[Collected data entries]
^^^^

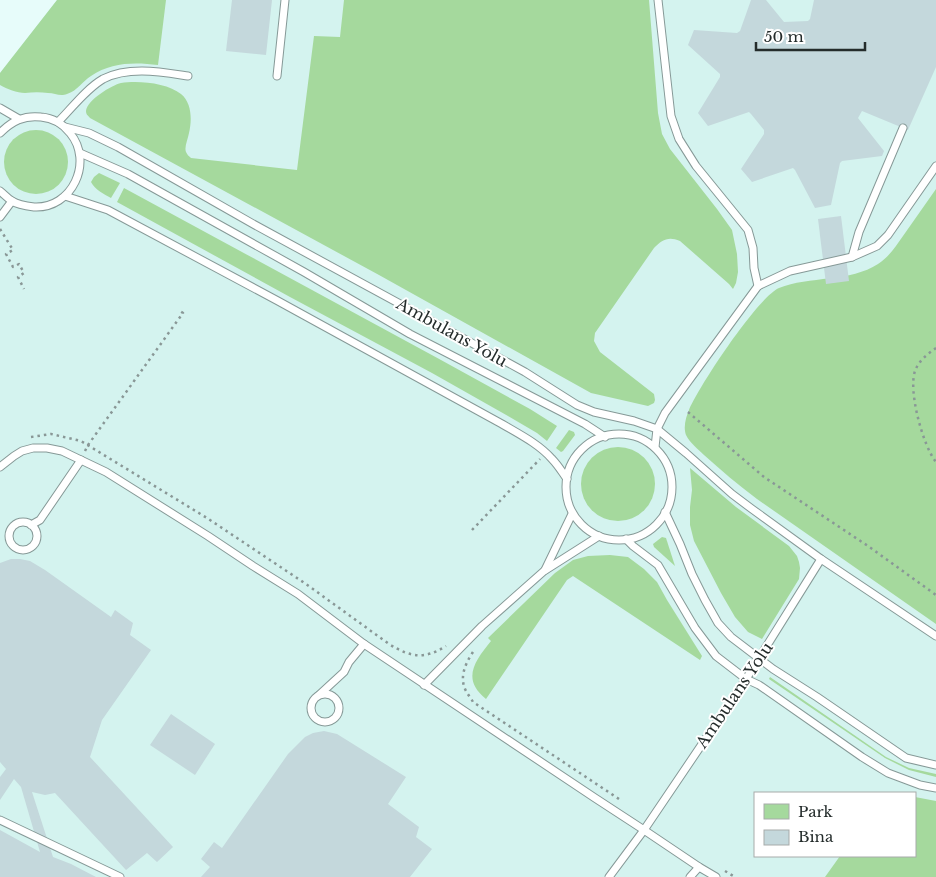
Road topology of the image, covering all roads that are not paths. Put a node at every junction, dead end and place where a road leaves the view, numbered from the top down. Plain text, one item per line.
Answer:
1 (285, 0) edge
2 (658, 0) edge
3 (188, 76) dead end
4 (277, 76) dead end
5 (0, 108) edge
6 (19, 119) junction
7 (62, 125) junction
8 (903, 128) dead end
9 (0, 133) edge
10 (80, 152) junction
11 (936, 166) edge
12 (0, 191) edge
13 (64, 196) junction
14 (12, 201) junction
15 (0, 216) edge
16 (852, 258) junction
17 (758, 286) junction
18 (657, 429) junction
19 (605, 437) junction
20 (655, 447) junction
21 (81, 460) junction
22 (0, 467) edge
23 (566, 479) junction
24 (665, 512) junction
25 (572, 514) junction
26 (31, 526) dead end
27 (599, 536) junction
28 (626, 539) junction
29 (821, 559) junction
30 (544, 571) junction
31 (936, 636) edge
32 (364, 644) junction
33 (759, 659) junction
34 (746, 679) junction
35 (424, 685) junction
36 (319, 695) dead end
37 (936, 765) edge
38 (936, 788) edge
39 (0, 820) edge
40 (644, 830) junction
41 (699, 867) junction
42 (120, 877) edge
43 (609, 877) edge
44 (690, 877) edge
45 (716, 877) edge

1 - 4 lane
2 - 17 lane
3 - 7 lane
5 - 6 lane
6 - 7 lane, Ambulans Yolu
6 - 9 lane
7 - 10 lane
7 - 18 lane, Ambulans Yolu
8 - 16 lane
10 - 13 lane
10 - 19 lane
11 - 16 lane
12 - 14 lane
13 - 14 lane
13 - 23 lane
14 - 15 lane
16 - 17 lane
17 - 18 lane
18 - 20 lane
18 - 29 lane, Ambulans Yolu
19 - 20 lane
19 - 23 lane
20 - 24 lane
21 - 22 lane
21 - 26 lane
21 - 32 lane
23 - 25 lane
24 - 28 lane
24 - 33 lane
25 - 27 lane
25 - 30 lane
27 - 28 lane
27 - 30 lane
28 - 34 lane
29 - 31 lane, Ambulans Yolu
29 - 33 lane, Ambulans Yolu
30 - 35 lane
32 - 35 lane
32 - 36 lane
33 - 34 lane, Ambulans Yolu
33 - 37 lane
34 - 38 lane
34 - 40 lane, Ambulans Yolu
35 - 40 lane
39 - 42 lane
40 - 41 lane
40 - 43 lane, Ambulans Yolu
41 - 44 lane
41 - 45 lane

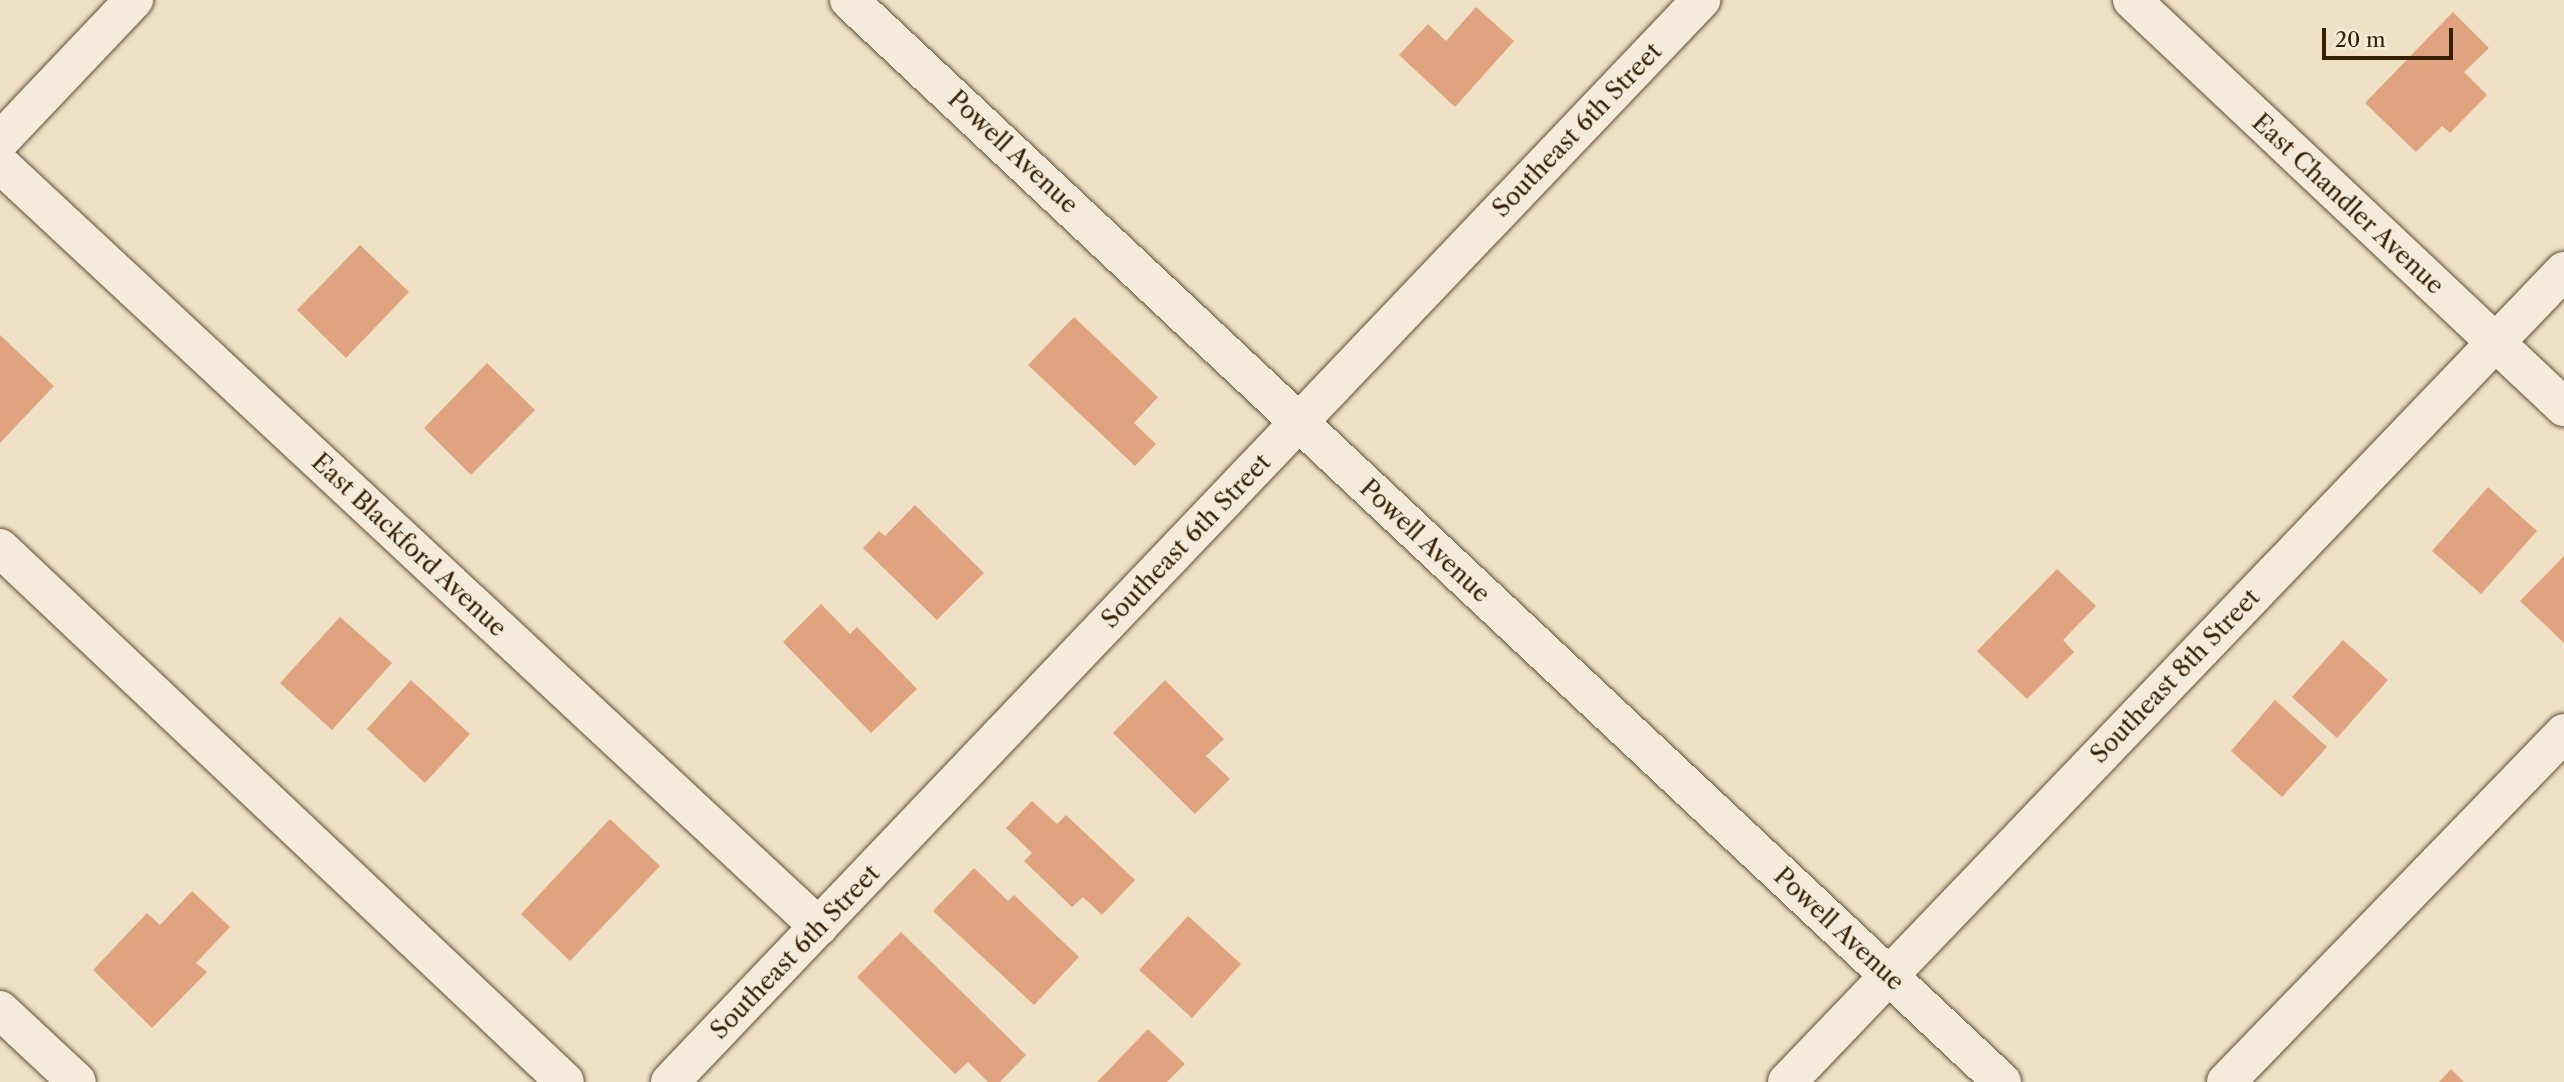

^^^^

PROBLEM TO WORK ON:
From the entries above, extract each line containing "dead".

ANSWER TO THE EXERCISE:
Road topology of the image, covering all roads that are not paths. Put a node at every junction, dead end and place where a road leaves the view, numbered from the top down. Plain text, one item per line.
3 (188, 76) dead end
4 (277, 76) dead end
8 (903, 128) dead end
26 (31, 526) dead end
36 (319, 695) dead end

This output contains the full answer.